• Directions for this task:
Copy out, from the data below, each line in which the word "Crest" occurs.

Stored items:

*** Begin section ***

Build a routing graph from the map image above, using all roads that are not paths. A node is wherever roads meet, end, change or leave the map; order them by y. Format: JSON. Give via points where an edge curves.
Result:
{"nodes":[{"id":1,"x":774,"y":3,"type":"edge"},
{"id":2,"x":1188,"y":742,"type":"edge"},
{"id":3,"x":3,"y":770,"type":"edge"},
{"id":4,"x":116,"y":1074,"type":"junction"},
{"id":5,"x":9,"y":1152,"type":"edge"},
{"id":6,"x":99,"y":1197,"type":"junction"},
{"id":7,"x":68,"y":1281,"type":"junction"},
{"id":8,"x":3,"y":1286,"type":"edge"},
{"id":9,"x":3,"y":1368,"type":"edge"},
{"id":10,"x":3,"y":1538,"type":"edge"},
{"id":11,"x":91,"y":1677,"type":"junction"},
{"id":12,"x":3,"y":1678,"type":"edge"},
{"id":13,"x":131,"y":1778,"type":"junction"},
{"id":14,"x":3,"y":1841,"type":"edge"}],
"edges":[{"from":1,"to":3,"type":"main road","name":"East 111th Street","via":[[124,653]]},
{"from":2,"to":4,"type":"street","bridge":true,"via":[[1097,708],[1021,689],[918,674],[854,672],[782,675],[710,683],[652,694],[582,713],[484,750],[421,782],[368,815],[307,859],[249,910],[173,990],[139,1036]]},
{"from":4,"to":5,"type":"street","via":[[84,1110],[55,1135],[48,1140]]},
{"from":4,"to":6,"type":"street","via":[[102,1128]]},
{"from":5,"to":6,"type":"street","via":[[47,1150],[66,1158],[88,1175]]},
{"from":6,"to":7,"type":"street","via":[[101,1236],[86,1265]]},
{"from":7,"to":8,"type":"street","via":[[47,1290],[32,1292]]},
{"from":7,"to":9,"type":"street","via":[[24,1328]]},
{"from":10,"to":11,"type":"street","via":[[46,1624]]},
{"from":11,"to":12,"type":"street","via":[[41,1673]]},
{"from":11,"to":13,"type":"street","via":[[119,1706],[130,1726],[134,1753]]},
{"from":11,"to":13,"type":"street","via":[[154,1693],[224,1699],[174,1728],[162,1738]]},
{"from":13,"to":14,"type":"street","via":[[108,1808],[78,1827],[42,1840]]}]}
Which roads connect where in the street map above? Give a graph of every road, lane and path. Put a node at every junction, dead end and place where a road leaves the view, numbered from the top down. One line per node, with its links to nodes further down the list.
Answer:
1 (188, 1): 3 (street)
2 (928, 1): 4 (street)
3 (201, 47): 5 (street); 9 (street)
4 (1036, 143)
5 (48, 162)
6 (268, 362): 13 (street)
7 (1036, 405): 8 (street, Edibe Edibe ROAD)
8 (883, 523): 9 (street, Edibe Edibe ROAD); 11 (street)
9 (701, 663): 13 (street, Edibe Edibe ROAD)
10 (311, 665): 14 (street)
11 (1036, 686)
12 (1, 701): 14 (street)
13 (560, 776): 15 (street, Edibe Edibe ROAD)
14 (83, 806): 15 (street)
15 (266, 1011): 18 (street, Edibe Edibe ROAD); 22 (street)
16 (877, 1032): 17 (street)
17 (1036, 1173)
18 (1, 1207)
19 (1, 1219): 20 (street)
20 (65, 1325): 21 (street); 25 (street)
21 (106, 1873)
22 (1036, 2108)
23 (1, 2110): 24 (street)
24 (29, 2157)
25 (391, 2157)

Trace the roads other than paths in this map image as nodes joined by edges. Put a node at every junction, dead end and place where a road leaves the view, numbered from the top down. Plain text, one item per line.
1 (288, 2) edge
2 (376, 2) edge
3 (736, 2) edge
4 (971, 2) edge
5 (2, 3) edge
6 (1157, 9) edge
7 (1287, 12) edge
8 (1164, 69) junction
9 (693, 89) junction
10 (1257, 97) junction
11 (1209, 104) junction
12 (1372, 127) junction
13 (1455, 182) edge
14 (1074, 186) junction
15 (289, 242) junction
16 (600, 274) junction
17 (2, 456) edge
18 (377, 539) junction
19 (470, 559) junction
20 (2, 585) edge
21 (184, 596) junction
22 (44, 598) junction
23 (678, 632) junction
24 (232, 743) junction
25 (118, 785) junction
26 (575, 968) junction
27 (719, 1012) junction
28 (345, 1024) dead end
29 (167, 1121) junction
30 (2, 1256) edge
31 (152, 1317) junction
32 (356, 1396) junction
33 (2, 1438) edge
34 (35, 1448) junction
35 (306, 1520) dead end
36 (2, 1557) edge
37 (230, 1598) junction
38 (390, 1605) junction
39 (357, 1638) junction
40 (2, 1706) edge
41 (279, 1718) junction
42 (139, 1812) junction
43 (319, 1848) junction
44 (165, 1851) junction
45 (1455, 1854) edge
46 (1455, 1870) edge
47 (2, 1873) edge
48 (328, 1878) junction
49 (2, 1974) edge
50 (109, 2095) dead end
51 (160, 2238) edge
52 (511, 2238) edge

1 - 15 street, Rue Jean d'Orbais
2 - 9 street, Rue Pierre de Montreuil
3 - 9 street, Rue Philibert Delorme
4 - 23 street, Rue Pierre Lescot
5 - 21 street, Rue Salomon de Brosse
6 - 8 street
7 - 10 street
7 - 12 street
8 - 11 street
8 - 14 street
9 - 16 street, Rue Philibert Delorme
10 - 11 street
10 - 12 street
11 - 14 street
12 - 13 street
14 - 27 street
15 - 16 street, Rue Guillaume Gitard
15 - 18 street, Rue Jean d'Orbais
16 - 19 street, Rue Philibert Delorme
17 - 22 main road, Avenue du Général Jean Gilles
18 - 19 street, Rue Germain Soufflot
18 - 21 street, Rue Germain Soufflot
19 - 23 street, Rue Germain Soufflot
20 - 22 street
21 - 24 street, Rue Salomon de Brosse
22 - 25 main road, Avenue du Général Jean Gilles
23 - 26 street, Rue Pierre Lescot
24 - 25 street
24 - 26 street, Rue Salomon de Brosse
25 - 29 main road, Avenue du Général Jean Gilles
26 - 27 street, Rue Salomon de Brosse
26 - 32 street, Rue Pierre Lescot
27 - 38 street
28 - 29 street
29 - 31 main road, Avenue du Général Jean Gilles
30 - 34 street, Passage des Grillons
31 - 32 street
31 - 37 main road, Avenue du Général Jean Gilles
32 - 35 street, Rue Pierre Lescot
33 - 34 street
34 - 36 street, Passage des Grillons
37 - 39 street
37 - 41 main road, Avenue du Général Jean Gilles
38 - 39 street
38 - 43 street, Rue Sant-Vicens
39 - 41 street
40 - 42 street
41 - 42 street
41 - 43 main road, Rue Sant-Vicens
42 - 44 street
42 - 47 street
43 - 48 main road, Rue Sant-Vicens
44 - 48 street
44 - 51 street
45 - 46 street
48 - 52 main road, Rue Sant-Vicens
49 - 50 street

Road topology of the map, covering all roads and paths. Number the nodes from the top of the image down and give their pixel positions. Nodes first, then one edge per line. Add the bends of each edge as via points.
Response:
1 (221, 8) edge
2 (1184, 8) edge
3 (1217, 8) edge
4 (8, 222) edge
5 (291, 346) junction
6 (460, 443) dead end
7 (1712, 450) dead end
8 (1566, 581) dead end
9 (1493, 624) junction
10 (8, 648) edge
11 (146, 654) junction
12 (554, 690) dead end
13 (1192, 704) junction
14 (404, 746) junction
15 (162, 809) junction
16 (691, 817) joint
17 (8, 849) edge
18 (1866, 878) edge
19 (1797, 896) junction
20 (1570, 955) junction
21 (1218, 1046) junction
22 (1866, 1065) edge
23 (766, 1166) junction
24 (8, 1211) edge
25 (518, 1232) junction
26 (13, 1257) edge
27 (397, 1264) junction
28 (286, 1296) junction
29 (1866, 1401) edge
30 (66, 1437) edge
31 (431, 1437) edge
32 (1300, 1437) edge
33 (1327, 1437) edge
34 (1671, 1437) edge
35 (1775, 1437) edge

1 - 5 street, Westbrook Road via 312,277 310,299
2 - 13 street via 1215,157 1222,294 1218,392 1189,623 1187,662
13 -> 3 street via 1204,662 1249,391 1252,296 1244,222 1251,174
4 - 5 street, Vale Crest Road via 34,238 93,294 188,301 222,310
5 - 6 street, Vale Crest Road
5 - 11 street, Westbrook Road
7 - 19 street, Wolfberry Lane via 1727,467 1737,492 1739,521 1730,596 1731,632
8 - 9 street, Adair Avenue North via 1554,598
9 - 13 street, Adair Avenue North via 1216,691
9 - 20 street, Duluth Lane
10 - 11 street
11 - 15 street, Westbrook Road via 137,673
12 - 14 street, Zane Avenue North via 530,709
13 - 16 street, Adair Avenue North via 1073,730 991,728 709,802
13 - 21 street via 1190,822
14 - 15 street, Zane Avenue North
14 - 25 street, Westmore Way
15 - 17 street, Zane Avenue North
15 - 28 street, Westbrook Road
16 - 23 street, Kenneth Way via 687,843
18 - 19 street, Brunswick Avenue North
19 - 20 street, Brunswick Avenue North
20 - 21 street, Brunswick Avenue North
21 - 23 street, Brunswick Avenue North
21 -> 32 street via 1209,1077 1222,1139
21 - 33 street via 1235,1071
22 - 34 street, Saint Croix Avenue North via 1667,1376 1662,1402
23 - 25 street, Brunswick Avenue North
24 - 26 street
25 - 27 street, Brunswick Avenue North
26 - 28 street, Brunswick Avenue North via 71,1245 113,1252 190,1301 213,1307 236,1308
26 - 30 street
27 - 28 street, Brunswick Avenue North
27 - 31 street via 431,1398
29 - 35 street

*** End section ***

• Output below:
4 - 5 street, Vale Crest Road via 34,238 93,294 188,301 222,310
5 - 6 street, Vale Crest Road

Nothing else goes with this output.